This study is the largest to date to have used ILAE criteria for epileptic syndromes to classify syndrome type in twin pairs containing members with a verified history of epilepsy. Although a standardized protocol was used to assign epilepsy syndrome type across populations, significant differences were observed in the proportion of verified epilepsy cases receiving a classification of undetermined between populations. Differences in the age distribution of subjects ascertained from the DTR compared to the NTR and MATR and the availability of medical record information that is afforded by nationalized medical systems that have been in existence in Norway and Denmark for decades, and are not available in the United States are a likely explanation for these discrepancies.

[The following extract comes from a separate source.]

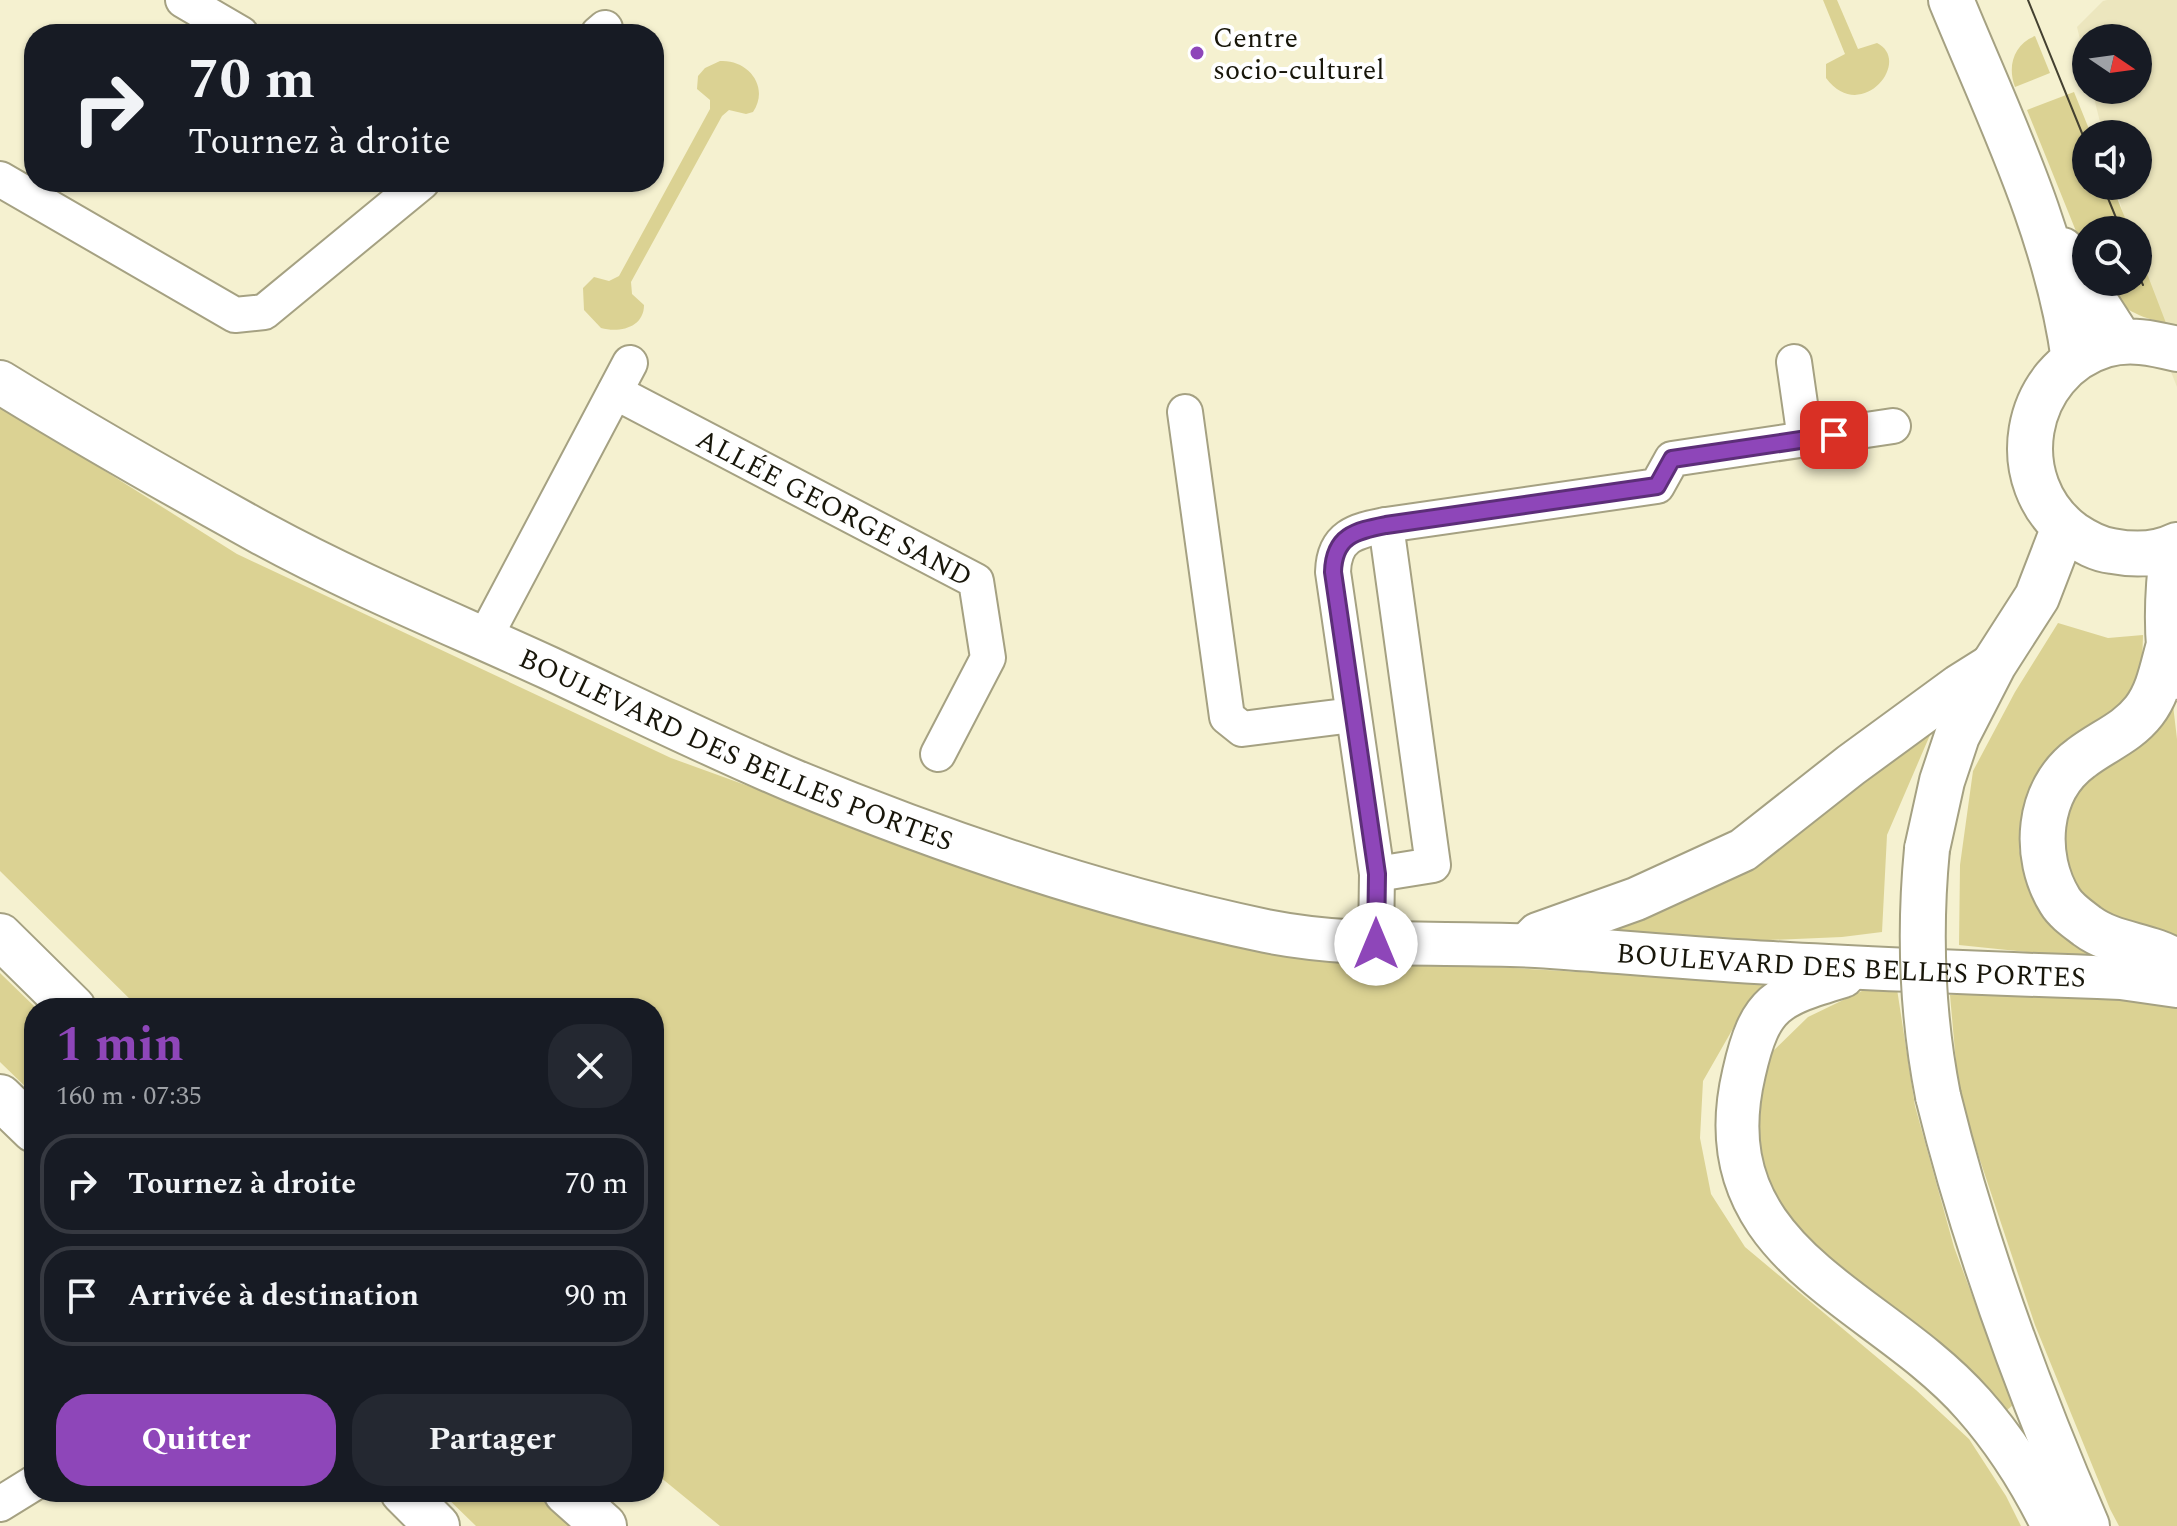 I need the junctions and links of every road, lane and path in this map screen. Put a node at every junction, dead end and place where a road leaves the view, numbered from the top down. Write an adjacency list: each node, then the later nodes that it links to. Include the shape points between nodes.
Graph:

The pattern observed in the distribution of localization-related, generalized and undetermined epilepsies among cases in this sample is consistent with that observed in French (Picot et al., 2008), Swedish (Forsgren, 1992) and Finnish (Keränen et al., 1989) samples. Although the frequency of generalized epilepsies in this sample did not differ from that reported by Picot et al. (2008) (27.2% vs 30.8%), fewer localization-related epilepsies (53.4% vs 63.6%) were observed. The reduced frequency of localization-related epilepsies is likely to be a result of the way in which cases were ascertained and the age of the sample. It is unlikely, however, that the differences in frequency observed are due to the fact that these subjects are twins. Many of the twins included in this study have been seizure free for many years and in a number of cases, while it was possible to verify that they, in fact, had epilepsy, it was not possible to assign syndrome type on the basis of available information. This is reflected in the fact that in 19.3% of cases, it was not possible to determine epilepsy syndrome type on the basis of available information. Given that the frequency of localization-related syndromes appears to have been more greatly impacted than generalized epilepsy syndromes, it suggests that localization-related epilepsies may be more difficult to identify using what is often incomplete retrospective information.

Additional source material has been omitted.